▶ [EXERCISE DIRECTIONS] Please copy each line below that contains the string "from".

(Saved entries)
········

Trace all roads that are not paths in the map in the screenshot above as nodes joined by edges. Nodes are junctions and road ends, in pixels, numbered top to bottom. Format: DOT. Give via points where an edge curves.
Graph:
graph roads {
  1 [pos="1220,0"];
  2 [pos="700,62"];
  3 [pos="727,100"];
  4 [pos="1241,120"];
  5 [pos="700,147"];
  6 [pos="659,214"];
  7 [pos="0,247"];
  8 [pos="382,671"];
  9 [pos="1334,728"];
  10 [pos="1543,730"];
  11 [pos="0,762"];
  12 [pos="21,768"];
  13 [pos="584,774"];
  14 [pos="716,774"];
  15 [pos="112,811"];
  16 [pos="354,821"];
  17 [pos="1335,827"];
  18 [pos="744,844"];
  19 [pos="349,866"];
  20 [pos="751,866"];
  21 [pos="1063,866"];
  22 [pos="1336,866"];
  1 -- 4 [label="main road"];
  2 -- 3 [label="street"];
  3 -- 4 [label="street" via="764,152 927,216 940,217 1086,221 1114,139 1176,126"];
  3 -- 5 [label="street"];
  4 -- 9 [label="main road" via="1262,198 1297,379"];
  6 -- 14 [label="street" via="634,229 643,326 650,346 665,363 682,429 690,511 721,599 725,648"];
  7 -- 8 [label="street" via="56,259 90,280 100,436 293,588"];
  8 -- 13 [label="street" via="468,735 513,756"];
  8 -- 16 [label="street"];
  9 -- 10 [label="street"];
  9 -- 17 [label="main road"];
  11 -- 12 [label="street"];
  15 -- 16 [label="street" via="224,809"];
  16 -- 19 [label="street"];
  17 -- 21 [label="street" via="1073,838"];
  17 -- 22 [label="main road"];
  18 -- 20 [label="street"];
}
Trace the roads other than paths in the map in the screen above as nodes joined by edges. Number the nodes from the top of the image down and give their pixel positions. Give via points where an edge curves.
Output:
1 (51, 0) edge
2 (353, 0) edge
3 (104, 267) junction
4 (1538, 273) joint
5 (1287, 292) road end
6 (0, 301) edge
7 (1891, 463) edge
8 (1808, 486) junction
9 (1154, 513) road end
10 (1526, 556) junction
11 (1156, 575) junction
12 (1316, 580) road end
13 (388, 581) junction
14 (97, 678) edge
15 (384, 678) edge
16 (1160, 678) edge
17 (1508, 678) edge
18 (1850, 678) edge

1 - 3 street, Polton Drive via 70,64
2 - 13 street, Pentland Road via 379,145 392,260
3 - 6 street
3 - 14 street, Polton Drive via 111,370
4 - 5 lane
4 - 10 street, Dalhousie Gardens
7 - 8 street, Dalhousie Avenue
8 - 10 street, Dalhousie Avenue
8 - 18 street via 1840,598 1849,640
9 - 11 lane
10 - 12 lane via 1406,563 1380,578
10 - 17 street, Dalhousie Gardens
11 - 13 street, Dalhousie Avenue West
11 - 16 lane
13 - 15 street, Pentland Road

········

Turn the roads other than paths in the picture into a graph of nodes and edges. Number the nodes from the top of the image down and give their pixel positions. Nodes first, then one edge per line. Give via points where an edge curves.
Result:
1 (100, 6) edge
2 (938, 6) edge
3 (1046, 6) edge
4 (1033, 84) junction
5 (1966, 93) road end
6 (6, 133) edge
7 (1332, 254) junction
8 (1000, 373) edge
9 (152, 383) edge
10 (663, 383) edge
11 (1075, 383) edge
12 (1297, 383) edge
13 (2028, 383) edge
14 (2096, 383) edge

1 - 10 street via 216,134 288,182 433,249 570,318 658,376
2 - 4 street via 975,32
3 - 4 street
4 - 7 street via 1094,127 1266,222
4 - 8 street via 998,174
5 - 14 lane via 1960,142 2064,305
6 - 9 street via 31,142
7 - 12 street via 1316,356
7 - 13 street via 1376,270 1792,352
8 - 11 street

········

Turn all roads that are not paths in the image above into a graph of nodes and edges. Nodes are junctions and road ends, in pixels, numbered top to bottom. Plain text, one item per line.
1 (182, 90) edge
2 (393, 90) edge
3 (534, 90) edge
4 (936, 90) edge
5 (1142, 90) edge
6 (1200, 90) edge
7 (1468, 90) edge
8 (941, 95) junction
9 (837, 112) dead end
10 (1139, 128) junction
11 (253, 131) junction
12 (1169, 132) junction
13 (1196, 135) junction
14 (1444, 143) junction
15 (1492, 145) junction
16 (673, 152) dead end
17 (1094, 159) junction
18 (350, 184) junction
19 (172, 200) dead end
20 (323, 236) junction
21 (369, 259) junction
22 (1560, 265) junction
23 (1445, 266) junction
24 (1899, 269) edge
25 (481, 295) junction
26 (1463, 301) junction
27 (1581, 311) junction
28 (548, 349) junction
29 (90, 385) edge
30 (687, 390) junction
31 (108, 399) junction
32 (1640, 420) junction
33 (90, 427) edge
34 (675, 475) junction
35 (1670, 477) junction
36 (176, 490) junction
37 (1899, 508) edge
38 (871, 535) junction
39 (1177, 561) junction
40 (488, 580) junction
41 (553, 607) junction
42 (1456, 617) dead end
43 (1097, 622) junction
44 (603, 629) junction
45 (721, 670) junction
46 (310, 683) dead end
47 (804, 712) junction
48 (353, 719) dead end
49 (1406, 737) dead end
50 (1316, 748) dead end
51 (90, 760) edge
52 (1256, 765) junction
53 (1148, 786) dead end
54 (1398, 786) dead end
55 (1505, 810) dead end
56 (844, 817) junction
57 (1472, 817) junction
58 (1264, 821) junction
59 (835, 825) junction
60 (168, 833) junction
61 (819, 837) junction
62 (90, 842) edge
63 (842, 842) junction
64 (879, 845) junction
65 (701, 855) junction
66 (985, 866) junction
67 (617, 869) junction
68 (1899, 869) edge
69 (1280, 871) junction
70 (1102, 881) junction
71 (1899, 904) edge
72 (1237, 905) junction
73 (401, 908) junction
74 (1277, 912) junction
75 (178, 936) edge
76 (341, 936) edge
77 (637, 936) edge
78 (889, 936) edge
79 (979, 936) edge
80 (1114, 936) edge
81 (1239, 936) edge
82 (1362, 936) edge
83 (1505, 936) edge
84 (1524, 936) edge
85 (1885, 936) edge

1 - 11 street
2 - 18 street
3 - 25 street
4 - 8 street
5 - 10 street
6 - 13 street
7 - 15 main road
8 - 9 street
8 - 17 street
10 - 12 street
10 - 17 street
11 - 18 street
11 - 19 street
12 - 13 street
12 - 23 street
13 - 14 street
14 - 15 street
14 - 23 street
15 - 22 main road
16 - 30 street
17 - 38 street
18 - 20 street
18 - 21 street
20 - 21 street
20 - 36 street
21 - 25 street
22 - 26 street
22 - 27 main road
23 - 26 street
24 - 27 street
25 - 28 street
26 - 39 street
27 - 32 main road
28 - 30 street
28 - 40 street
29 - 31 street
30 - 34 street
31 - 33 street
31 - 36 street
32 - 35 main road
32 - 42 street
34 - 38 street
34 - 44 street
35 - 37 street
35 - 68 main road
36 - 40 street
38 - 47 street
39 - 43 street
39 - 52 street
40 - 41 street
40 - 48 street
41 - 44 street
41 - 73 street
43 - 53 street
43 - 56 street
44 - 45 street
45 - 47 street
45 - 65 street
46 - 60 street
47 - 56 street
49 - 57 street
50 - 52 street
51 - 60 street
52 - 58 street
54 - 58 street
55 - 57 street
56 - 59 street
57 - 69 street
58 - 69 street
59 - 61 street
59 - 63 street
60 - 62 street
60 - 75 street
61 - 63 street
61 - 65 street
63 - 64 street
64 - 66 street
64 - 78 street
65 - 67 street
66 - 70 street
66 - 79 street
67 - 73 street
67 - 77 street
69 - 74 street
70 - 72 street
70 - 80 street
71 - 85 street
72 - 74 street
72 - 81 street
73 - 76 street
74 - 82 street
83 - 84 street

········

▶ [OUTPUT BELOW]
Trace the roads other than paths in the map in the screen above as nodes joined by edges. Number the nodes from the top of the image down and give their pixel positions. Give via points where an edge curves.
Turn the roads other than paths in the picture into a graph of nodes and edges. Number the nodes from the top of the image down and give their pixel positions. Nodes first, then one edge per line. Give via points where an edge curves.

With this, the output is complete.